▸ **What to do**:
Reproduce the data below in full and exclude every picture.

Records excerpted from a collection
::::::::::
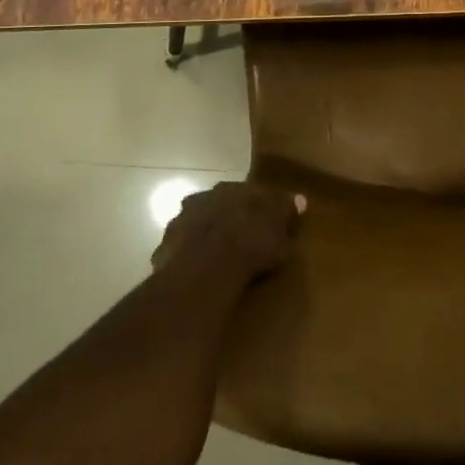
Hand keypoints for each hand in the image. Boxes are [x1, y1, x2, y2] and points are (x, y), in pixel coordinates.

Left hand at [152, 181, 304, 285]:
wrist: (206, 270)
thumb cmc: (251, 245)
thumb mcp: (280, 232)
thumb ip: (287, 212)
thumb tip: (300, 199)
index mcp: (232, 189)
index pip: (248, 193)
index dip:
::::::::::
▸ **Reply**:
Hand keypoints for each hand in the image. Boxes are [x1, y1, x2, y2] and points are (x, y), in pixel coordinates.

Left hand at [152, 181, 304, 285]:
wrist: (206, 270)
thumb cmc: (251, 245)
thumb mcp: (280, 232)
thumb ip: (287, 212)
thumb tip: (300, 199)
index mcp: (232, 189)
index pip: (248, 193)
index dip:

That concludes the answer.